Amandla! Thy Kingdon Come
“Your Kingdom come, Your will be done On earth, as it is in heaven.”
So we pray every day. The Basileia, the Kingdom of God, is to be built on earth, here where we are, where you sit right now. Yet not just where you are and I am, but everywhere — where farmers plough, where shopkeepers sell, where miners dig, where steelworkers sweat, where governments decide, where armies march, where security police torture, and where rapists and murderers sit in a lonely cell, hated by the world.
In all such places the Basileia is not; but one day it will be (as it is in heaven). Where do we find the Kingdom, then, and how do we recognize it?
Jesus taught us to include the Kingdom in our prayer. In so doing he commissioned us, as Christians, to play whatever part we are able in the struggle of its building. In the Basileia, God is King, and in Him communities are guided by love and understanding of each other; violence, evil and repression are banished for ever.
It is therefore hardly surprising that in today’s world we find the church in the forefront of the struggle against evil. Take South Africa, for instance.
South Africa is just one place where people live amid fear, violence, repression and servitude. South Africa is interesting, however, in that in many ways it represents a microcosm of today’s world. South Africa is dominated politically, economically and militarily by a small minority of rich, white people, mostly men. These people claim to espouse democracy and justice, yet they build their society on exploitation, breaking families and violently denying freedom to the vast majority of their fellow human beings. This majority is for the most part not white, is poor, and is a good 50 percent female.

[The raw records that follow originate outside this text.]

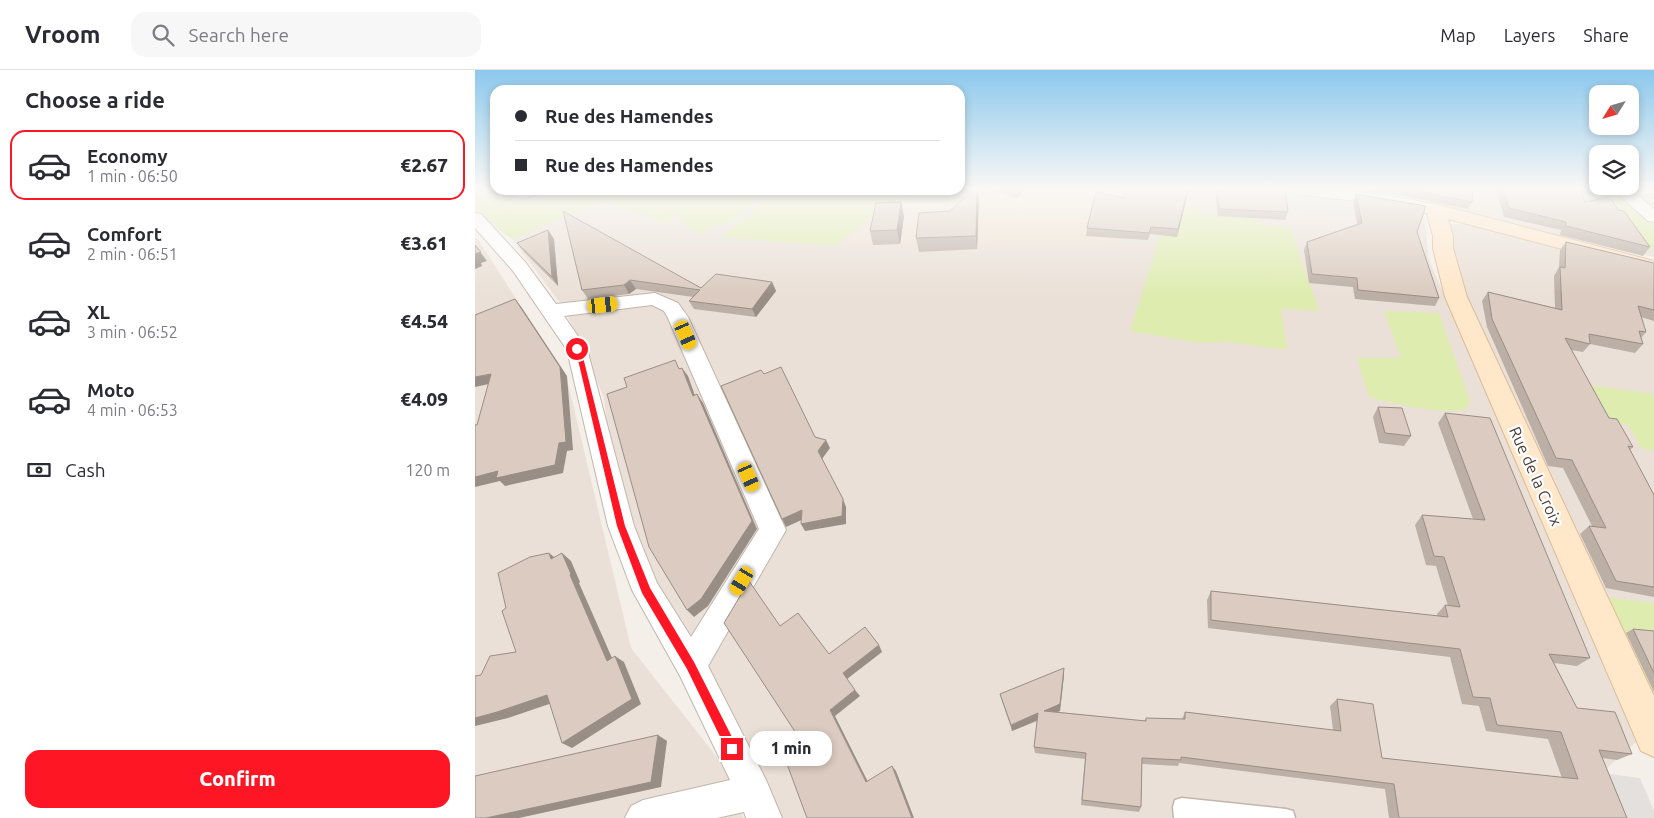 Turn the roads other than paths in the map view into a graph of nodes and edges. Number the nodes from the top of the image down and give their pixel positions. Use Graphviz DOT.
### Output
graph roads {
  1 [pos="480,224"];
  2 [pos="1435,224"];
  3 [pos="1510,224"];
  4 [pos="1626,259"];
  5 [pos="1654,260"];
  6 [pos="1654,267"];
  7 [pos="551,311"];
  8 [pos="691,666"];
  9 [pos="1654,738"];
  10 [pos="759,805"];
  11 [pos="643,818"];
  12 [pos="1183,818"];
  13 [pos="1285,818"];
  1 -- 7 [label="street"];
  2 -- 9 [label="street, Rue de la Croix"];
  3 -- 4 [label="street"];
  4 -- 5 [label="street"];
  4 -- 6 [label="street"];
  7 -- 8 [label="street"];
  7 -- 8 [label="street"];
  8 -- 10 [label="street"];
  10 -- 11 [label="street"];
  12 -- 13 [label="lane"];
}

Particularly interesting is that in South Africa we can also see clearly the struggle to overcome this evil, to reject oppression, and the refusal to submit to violence and wickedness. The struggle against apartheid in South Africa represents the struggle against oppression throughout the ‘Third World’ (a horrid phrase!), oppression imposed by the ‘First World’ (a stupid phrase!). South Africa is a model of the world, and there opulence, oppressor, competition and greed exist in such close proximity to poverty, the oppressed, co-operation and concern, that the evil is plain and self-evident for all but the most blinkered and deluded.
The struggle against apartheid is in many ways the oppressed world showing the western world the path it will one day have to follow. The western world, obsessed with the ‘creation’ of wealth, the convenience-orientated lifestyle, with comfort and ease, has lost sight of who Jesus is and why He has come. Jesus came to renew the hope and self-respect of those whom society uses. Jesus reaffirms that they are not alone, that their situation is wrong, that in the Kingdom to come the suffering imposed by some people on others will stop.
And Jesus came to save sinners. Yet that we are saved does not give us ‘carte blanche’ to sin as we please, but puts us under an obligation to recognize our sin and repent. It is important, then, that we identify our sin. To inflict suffering and hardship upon others because of our greed, by whatever means, be it on a personal level, or as part of larger scale economic and/or political processes, has to be recognized by Christians in the western world as a sin. In God’s Kingdom we will not oppress, and the building of the Kingdom is one of our primary tasks as Christians.
Just because those that we in the west oppress are out of our sight, we cannot allow ourselves to put them out of mind. In South Africa it is much harder to put the oppressed out of sight — they have to be banished into ‘homelands’, forced to live in squalid townships, and expected to quietly ‘develop separately’ without impinging upon white South Africa’s sense of dignity. So the focus of our sin becomes that much more acute when it is apartheid (separateness), for we compound our sin by trying to separate it from our conciousness.
The Churches in South Africa are committed to the overthrow of apartheid — even the Dutch Reformed Church has abandoned any attempt theologically to justify apartheid. Apartheid is evil, it cannot be reformed; it must be destroyed as a political, economic and enforced social system. We too have to commit ourselves with oppressed South Africans to the struggle for the Kingdom, wherever we may find the struggle.
Contemplate the words of Desmond Tutu:
“I am puzzled about which Bible people are reading when they suggest religion and politics don’t mix.”
The Bible teaches about the ‘Kingdom of God’, and the struggle against apartheid is part of the struggle to build the Kingdom. The Basileia is the Christian goal, and those who undermine the struggle need to ask themselves whose interests they are serving. A great deal of suffering is caused by Britain, politically and economically. Our elected leaders are, intentionally or not, the major international support of the wickedness that is apartheid. It is incumbent upon us to protest at what is being done in our name, to take our heads out of the sand and reverse our political and economic roles. Economically we can personally refuse to play a part in oppression, and politically we can tell our leaders to do the same. As Desmond Tutu has proclaimed, we cannot duck out of these issues by reason of our Christianity. It is precisely because we are Christians that we should confront such issues and build the Kingdom.